Assigned task — Exactly as they stand, give the records below again, with no images.

*** Provided information Section Begins ***

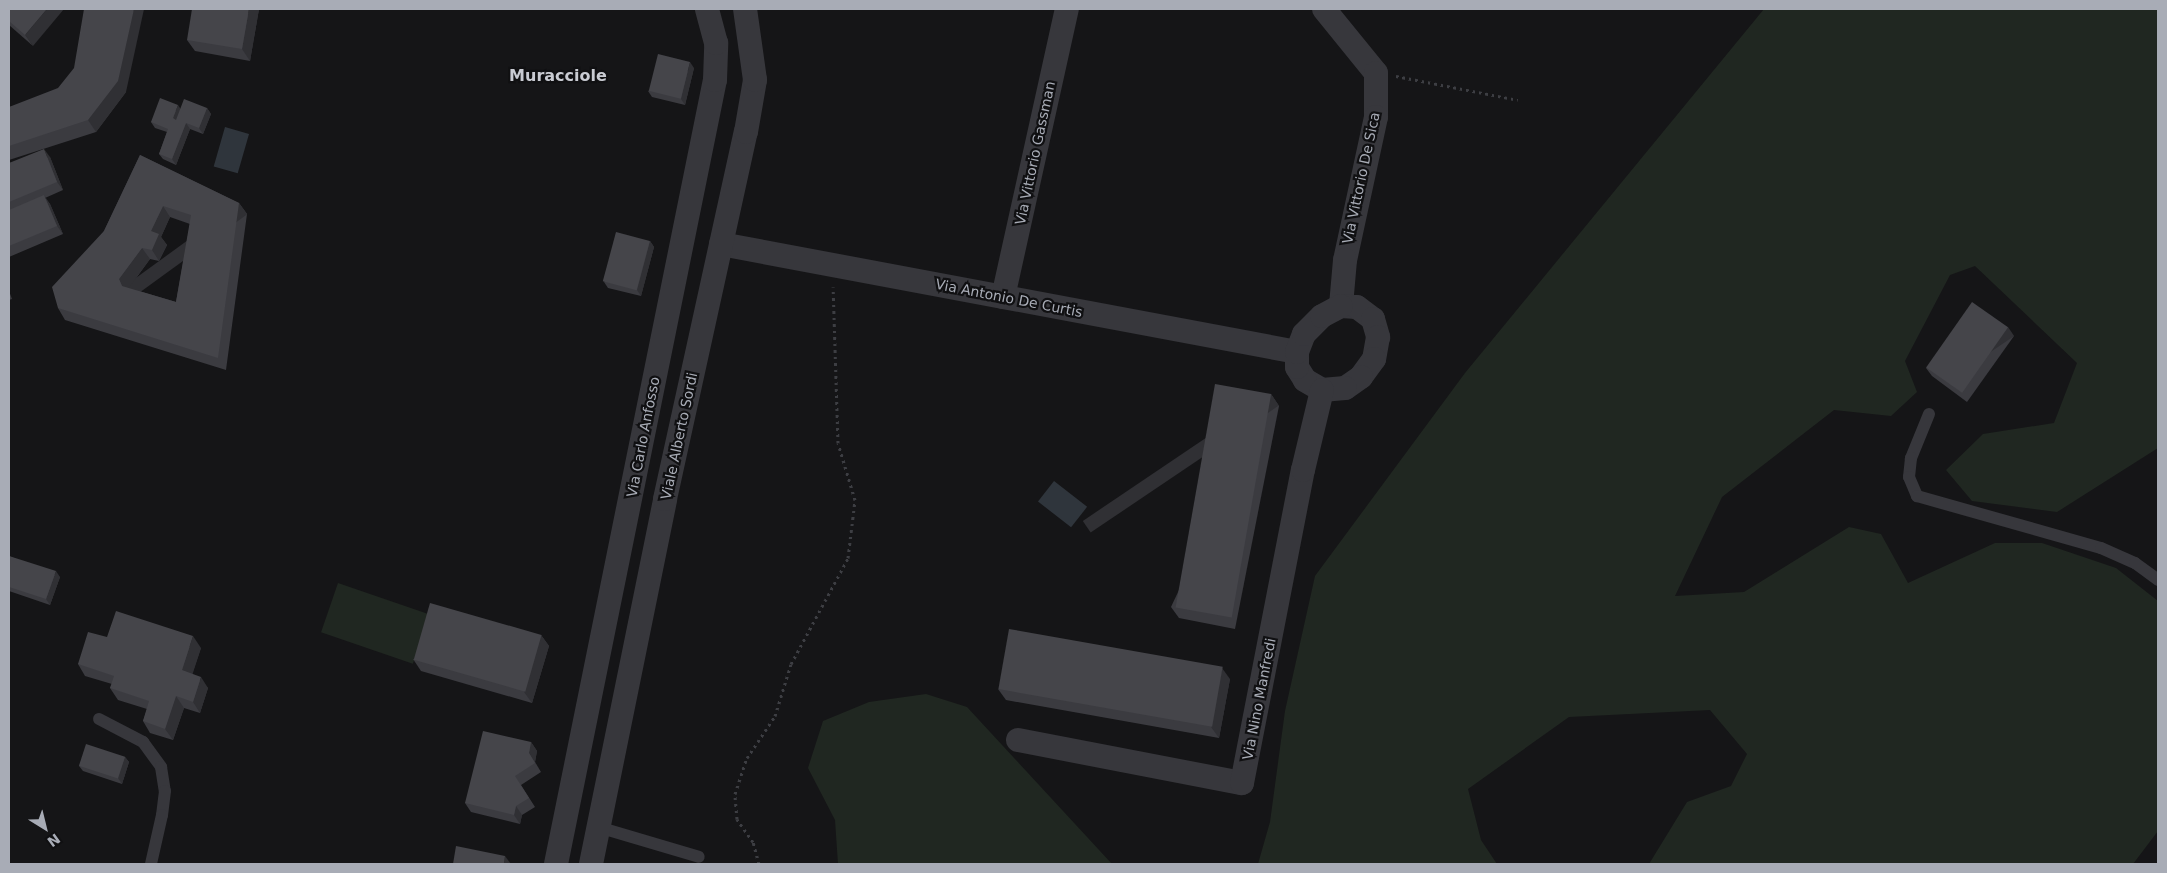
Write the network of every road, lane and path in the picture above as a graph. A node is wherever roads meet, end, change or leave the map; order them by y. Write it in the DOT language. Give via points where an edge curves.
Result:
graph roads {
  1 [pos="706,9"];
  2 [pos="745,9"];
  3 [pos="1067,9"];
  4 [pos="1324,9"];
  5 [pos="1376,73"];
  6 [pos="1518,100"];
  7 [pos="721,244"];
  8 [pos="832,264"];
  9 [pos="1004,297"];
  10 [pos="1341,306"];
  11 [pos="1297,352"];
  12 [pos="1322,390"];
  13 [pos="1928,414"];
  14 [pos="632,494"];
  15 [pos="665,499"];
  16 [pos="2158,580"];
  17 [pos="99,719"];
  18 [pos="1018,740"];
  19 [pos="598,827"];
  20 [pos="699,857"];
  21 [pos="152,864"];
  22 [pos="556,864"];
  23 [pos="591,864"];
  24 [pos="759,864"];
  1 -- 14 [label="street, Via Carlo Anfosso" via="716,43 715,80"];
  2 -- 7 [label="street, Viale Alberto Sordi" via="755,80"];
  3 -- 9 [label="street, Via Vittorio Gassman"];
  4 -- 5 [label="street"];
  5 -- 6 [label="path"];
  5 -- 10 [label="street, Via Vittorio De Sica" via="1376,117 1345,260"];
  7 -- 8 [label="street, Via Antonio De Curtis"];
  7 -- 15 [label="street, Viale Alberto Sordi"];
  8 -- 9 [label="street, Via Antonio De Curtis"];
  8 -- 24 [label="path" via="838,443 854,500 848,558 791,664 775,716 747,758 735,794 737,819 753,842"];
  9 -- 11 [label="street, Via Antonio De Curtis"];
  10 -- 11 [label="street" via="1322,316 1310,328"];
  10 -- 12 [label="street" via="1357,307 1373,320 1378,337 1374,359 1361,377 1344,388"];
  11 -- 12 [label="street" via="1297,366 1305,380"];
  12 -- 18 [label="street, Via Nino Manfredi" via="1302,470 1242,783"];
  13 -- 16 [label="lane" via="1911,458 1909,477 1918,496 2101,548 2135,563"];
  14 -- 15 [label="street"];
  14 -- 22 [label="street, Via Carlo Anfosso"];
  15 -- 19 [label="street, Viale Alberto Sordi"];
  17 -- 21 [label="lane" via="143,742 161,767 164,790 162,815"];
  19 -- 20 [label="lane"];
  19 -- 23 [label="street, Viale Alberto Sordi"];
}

*** Provided information Section Ends ***

Answer space —
Write the network of every road, lane and path in the picture above as a graph. A node is wherever roads meet, end, change or leave the map; order them by y. Write it in the DOT language. Give via points where an edge curves.
Result:
graph roads {
  1 [pos="706,9"];
  2 [pos="745,9"];
  3 [pos="1067,9"];
  4 [pos="1324,9"];
  5 [pos="1376,73"];
  6 [pos="1518,100"];
  7 [pos="721,244"];
  8 [pos="832,264"];
  9 [pos="1004,297"];
  10 [pos="1341,306"];
  11 [pos="1297,352"];
  12 [pos="1322,390"];
  13 [pos="1928,414"];
  14 [pos="632,494"];
  15 [pos="665,499"];
  16 [pos="2158,580"];
  17 [pos="99,719"];
  18 [pos="1018,740"];
  19 [pos="598,827"];
  20 [pos="699,857"];
  21 [pos="152,864"];
  22 [pos="556,864"];
  23 [pos="591,864"];
  24 [pos="759,864"];
  1 -- 14 [label="street, Via Carlo Anfosso" via="716,43 715,80"];
  2 -- 7 [label="street, Viale Alberto Sordi" via="755,80"];
  3 -- 9 [label="street, Via Vittorio Gassman"];
  4 -- 5 [label="street"];
  5 -- 6 [label="path"];
  5 -- 10 [label="street, Via Vittorio De Sica" via="1376,117 1345,260"];
  7 -- 8 [label="street, Via Antonio De Curtis"];
  7 -- 15 [label="street, Viale Alberto Sordi"];
  8 -- 9 [label="street, Via Antonio De Curtis"];
  8 -- 24 [label="path" via="838,443 854,500 848,558 791,664 775,716 747,758 735,794 737,819 753,842"];
  9 -- 11 [label="street, Via Antonio De Curtis"];
  10 -- 11 [label="street" via="1322,316 1310,328"];
  10 -- 12 [label="street" via="1357,307 1373,320 1378,337 1374,359 1361,377 1344,388"];
  11 -- 12 [label="street" via="1297,366 1305,380"];
  12 -- 18 [label="street, Via Nino Manfredi" via="1302,470 1242,783"];
  13 -- 16 [label="lane" via="1911,458 1909,477 1918,496 2101,548 2135,563"];
  14 -- 15 [label="street"];
  14 -- 22 [label="street, Via Carlo Anfosso"];
  15 -- 19 [label="street, Viale Alberto Sordi"];
  17 -- 21 [label="lane" via="143,742 161,767 164,790 162,815"];
  19 -- 20 [label="lane"];
  19 -- 23 [label="street, Viale Alberto Sordi"];
}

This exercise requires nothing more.